March 21, 2019


Today was Wednesday. Pam had been standing in front of her mirror for the last fifteen minutes, as she did every morning. She would stand in her matching underwear (all her underwear matched; all the same dingy off-white) and try to defend herself. This peculiar habit had gradually forced its way into her routine over a number of years, as most of her routines had appeared, bustling in all elbows, demanding priority and accepting no excuses. She would try to walk past the mirror but would be stopped and held violently, tauntingly. She didn’t resist anymore. What’s happened to you Pam? The mirror would jeer in its favourite tone of unquestionable superiority. I can’t see you anymore, are you still in there at all? All I can see is a saggy, sullen, bored, desperate, domesticated old woman. I’m sorry Pam, but that’s just the way it is. Look at the state of this room; it looks like a double spread from Country Living. Is that a new cross-stitch set over there? You said you were going to pack that in and get a new hobby. Join a dance class you said. Samba, something fun, sexy, exciting. Maybe meet a nice man. I’m sorry, I don’t mean to smirk – yes, yes, of course it’s still possible. I quite agree plenty of women your age meet nice men. Although it’s a good thing I knew not to hold my breath. You are predictable, really Pam! All plans. Plans, plans, plans and no action. Oh look, we’re back to ‘action’ – how long has it been? Too personal? Alright.

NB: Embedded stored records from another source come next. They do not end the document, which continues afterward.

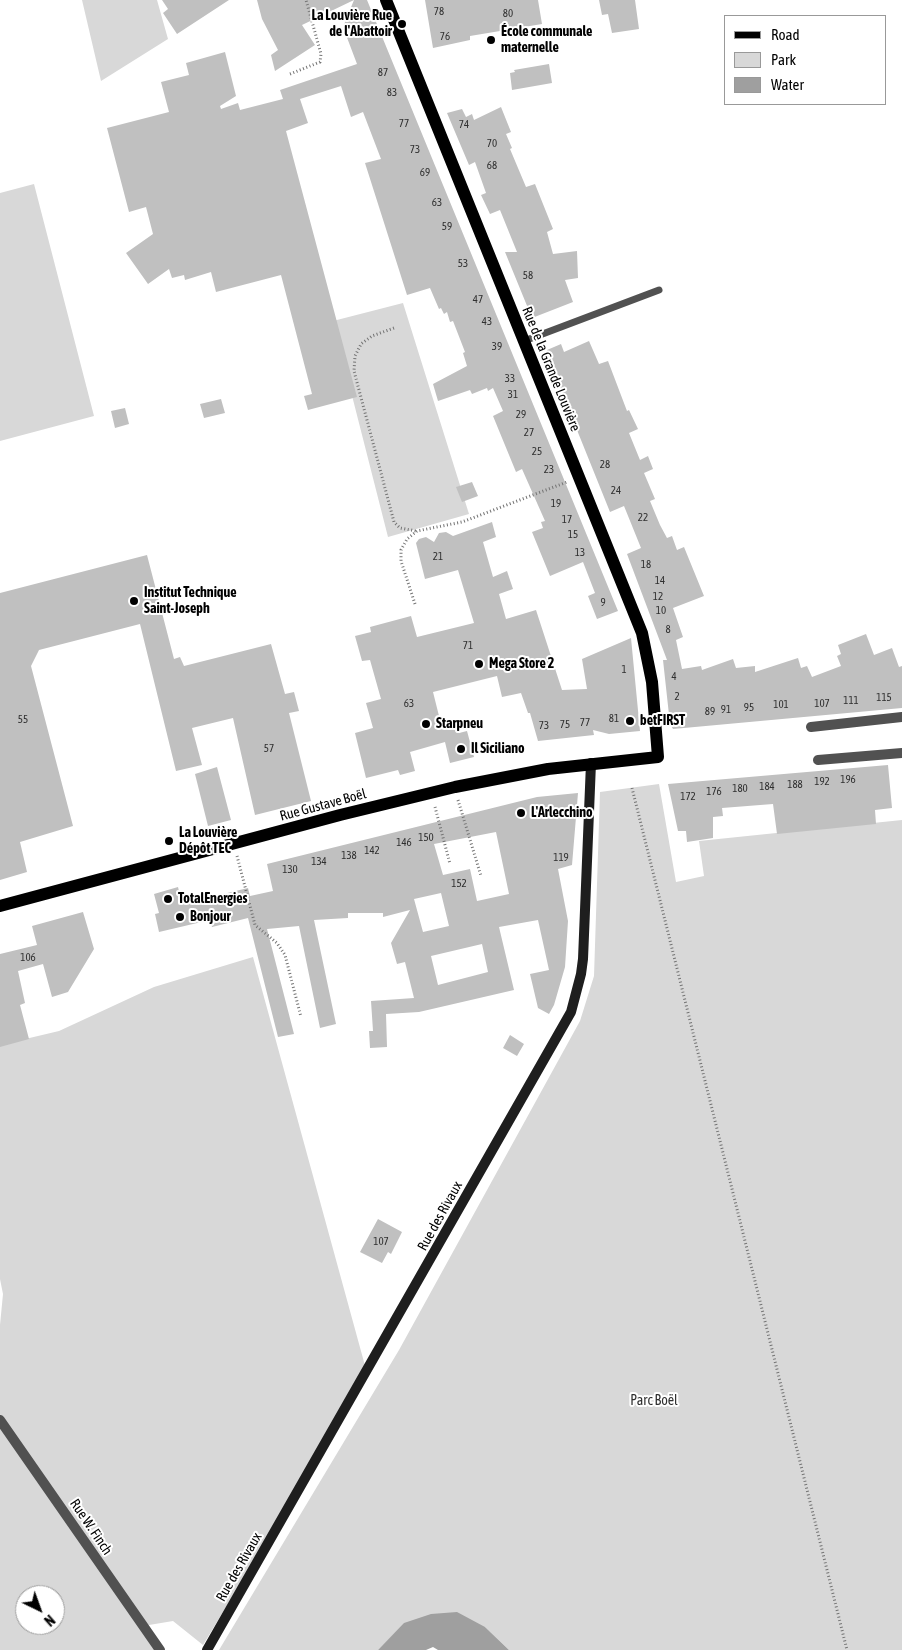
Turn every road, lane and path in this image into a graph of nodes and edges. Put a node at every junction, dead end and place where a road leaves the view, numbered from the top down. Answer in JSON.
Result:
{"nodes":[{"id":1,"x":306,"y":0,"type":"edge"},
{"id":2,"x":386,"y":0,"type":"edge"},
{"id":3,"x":290,"y":74,"type":"dead end"},
{"id":4,"x":659,"y":290,"type":"dead end"},
{"id":5,"x":394,"y":328,"type":"dead end"},
{"id":6,"x":524,"y":341,"type":"junction"},
{"id":7,"x":579,"y":478,"type":"junction"},
{"id":8,"x":417,"y":531,"type":"junction"},
{"id":9,"x":415,"y":604,"type":"dead end"},
{"id":10,"x":902,"y":717,"type":"edge"},
{"id":11,"x":811,"y":727,"type":"dead end"},
{"id":12,"x":902,"y":753,"type":"edge"},
{"id":13,"x":658,"y":757,"type":"joint"},
{"id":14,"x":818,"y":760,"type":"dead end"},
{"id":15,"x":591,"y":763,"type":"junction"},
{"id":16,"x":455,"y":787,"type":"junction"},
{"id":17,"x":632,"y":788,"type":"dead end"},
{"id":18,"x":431,"y":793,"type":"junction"},
{"id":19,"x":234,"y":844,"type":"junction"},
{"id":20,"x":450,"y":864,"type":"dead end"},
{"id":21,"x":481,"y":876,"type":"dead end"},
{"id":22,"x":0,"y":906,"type":"edge"},
{"id":23,"x":301,"y":1017,"type":"dead end"},
{"id":24,"x":0,"y":1420,"type":"edge"},
{"id":25,"x":160,"y":1650,"type":"edge"},
{"id":26,"x":207,"y":1650,"type":"edge"},
{"id":27,"x":847,"y":1650,"type":"edge"}],
"edges":[{"from":1,"to":3,"type":"path"},
{"from":2,"to":6,"type":"main road","name":"Rue de la Grande Louvière"},
{"from":4,"to":6,"type":"lane"},
{"from":5,"to":8,"type":"path"},
{"from":6,"to":7,"type":"main road","name":"Rue de la Grande Louvière"},
{"from":7,"to":8,"type":"path"},
{"from":7,"to":13,"type":"main road","name":"Rue de la Grande Louvière"},
{"from":8,"to":9,"type":"path"},
{"from":10,"to":11,"type":"street"},
{"from":12,"to":14,"type":"street"},
{"from":13,"to":15,"type":"main road","name":"Rue Gustave Boël"},
{"from":15,"to":16,"type":"main road","name":"Rue Gustave Boël"},
{"from":15,"to":26,"type":"street","name":"Rue des Rivaux"},
{"from":16,"to":18,"type":"main road","name":"Rue Gustave Boël"},
{"from":16,"to":21,"type":"path"},
{"from":17,"to":27,"type":"path"},
{"from":18,"to":19,"type":"main road","name":"Rue Gustave Boël"},
{"from":18,"to":20,"type":"path"},
{"from":19,"to":22,"type":"main road","name":"Rue Gustave Boël"},
{"from":19,"to":23,"type":"path"},
{"from":24,"to":25,"type":"street","name":"Rue W. Finch"}]}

But we can confess that you could use the exercise, don’t you think? Just look at that spare tyre! And our good friend cellulite is back too – although she never really left, did she? No amount of impolite exercise could shift her. I know, very stubborn. You used to have such a lovely figure (see, I do give you compliments!) men used to stop their cars to stare. It used to get on your nerves; you always assumed they’d mistaken you for a hooker. Strange, that you miss it now. I bet you can’t even remember. And I notice you’ve still got that coffee machine on the bedside table. Yes, a bargain from QVC you’ve told me that before. I still don’t care if it was £24.99 reduced from £70, Sandra was right, television shopping is sad. At least it’s not a Teasmaid. Your mother had one of those, didn’t she? That’s where you’d draw the line – mm, you’ve said so before. Or is it just that you’ve no need for an alarm clock? Lateness isn’t an issue when no one relies on you – that’s a luxury, you should enjoy it.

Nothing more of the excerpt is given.